**Data records**
|---|

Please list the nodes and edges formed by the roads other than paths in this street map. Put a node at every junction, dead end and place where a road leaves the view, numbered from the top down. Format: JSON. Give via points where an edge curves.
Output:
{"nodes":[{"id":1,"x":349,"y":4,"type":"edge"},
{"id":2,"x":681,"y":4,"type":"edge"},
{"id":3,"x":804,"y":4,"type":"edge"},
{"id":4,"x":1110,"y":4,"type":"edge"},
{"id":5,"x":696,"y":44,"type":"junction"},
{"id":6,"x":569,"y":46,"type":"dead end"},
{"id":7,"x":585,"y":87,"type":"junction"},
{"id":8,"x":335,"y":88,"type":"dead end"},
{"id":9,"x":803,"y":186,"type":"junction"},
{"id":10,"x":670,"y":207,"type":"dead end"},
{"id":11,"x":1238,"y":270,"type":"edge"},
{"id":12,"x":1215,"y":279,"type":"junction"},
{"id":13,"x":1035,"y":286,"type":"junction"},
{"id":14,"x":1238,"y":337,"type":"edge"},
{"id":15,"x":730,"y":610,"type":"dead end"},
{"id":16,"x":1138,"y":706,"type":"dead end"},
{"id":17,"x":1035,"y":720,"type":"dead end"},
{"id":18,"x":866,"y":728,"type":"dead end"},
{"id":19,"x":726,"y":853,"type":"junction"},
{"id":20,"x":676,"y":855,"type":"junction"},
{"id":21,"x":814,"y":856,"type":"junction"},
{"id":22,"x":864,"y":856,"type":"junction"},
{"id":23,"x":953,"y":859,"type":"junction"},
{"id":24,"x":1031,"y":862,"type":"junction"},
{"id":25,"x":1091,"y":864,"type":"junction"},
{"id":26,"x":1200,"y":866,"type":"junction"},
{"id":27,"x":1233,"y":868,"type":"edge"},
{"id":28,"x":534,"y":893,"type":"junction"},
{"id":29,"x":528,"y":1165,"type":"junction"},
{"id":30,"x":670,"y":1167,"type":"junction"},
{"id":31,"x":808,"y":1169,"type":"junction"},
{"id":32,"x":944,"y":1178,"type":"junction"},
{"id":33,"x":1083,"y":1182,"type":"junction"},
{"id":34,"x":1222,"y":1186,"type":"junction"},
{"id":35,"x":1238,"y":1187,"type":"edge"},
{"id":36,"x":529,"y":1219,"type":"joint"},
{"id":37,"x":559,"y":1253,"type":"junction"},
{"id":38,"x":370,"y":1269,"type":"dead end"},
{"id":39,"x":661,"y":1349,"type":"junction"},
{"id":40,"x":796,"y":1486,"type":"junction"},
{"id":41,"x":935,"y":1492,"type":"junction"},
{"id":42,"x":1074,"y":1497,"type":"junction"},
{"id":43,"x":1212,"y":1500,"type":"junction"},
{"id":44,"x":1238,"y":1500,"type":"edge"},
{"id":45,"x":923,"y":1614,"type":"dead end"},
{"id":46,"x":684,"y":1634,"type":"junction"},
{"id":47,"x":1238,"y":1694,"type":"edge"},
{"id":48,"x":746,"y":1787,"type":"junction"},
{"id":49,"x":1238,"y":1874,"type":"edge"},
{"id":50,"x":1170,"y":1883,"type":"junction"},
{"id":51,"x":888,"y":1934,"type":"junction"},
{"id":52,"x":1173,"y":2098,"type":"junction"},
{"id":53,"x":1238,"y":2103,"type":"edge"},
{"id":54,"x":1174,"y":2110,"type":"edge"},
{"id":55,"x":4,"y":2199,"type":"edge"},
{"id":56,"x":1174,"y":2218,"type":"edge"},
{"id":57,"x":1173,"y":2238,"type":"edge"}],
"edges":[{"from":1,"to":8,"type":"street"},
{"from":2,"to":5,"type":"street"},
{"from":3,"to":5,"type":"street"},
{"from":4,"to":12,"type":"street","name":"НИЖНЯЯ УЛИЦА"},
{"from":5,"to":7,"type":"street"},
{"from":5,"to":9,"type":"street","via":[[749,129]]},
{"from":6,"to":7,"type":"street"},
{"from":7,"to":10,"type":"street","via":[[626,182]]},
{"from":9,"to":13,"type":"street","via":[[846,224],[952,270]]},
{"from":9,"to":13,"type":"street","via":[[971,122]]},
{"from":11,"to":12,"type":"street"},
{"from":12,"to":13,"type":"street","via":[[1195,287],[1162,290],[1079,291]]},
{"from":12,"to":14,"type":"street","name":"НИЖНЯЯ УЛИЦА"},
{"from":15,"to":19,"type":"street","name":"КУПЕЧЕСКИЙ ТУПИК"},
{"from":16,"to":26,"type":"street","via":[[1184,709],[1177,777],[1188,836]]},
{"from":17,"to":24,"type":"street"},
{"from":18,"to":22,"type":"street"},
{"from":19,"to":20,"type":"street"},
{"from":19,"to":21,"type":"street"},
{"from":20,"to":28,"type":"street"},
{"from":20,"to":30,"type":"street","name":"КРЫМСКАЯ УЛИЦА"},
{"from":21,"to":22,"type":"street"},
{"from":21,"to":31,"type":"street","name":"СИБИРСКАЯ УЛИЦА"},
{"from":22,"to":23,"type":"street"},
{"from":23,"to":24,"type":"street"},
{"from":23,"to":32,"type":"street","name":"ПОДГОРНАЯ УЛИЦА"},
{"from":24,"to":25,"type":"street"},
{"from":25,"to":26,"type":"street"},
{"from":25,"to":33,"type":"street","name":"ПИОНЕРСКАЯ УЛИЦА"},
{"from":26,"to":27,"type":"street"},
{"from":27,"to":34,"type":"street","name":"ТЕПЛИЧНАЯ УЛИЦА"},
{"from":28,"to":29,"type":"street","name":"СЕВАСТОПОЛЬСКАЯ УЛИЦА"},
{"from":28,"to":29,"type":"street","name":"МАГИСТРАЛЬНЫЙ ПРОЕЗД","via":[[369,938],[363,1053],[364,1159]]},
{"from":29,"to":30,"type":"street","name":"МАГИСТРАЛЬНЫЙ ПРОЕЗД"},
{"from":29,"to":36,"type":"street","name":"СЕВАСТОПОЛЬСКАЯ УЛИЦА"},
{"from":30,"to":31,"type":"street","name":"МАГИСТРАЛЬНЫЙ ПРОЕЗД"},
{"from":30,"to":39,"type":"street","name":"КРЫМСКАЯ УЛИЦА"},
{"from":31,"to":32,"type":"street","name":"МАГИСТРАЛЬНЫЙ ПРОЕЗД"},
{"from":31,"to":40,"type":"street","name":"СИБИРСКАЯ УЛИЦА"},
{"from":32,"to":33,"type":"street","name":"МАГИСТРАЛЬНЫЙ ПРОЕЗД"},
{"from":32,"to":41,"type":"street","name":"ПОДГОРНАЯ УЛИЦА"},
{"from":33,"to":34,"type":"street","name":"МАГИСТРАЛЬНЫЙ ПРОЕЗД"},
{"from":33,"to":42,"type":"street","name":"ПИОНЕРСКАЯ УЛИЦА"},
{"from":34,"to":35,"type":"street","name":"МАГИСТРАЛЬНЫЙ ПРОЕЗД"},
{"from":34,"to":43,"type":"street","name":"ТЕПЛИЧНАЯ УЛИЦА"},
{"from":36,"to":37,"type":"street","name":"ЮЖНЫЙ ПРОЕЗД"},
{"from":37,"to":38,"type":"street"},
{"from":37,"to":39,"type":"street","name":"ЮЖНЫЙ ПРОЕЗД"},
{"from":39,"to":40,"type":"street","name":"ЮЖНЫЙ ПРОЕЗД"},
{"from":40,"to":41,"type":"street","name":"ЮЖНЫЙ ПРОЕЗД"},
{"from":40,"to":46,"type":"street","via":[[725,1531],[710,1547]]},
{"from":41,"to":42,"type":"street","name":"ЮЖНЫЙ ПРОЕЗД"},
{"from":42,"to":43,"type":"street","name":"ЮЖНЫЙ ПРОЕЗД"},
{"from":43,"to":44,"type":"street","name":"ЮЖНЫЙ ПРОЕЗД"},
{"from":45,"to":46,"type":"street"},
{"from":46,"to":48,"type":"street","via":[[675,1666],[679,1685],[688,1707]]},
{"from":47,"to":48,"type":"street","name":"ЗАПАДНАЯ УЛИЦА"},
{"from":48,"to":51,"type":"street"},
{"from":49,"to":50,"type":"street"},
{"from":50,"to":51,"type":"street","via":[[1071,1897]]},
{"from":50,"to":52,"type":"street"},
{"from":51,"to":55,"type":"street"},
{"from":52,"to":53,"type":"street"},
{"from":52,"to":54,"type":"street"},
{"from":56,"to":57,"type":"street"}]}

|---|

**Exercise brief**
Report how many lines of the entries include the word "ПОДГОРНАЯ", and let the number stand alone.

**Response**
2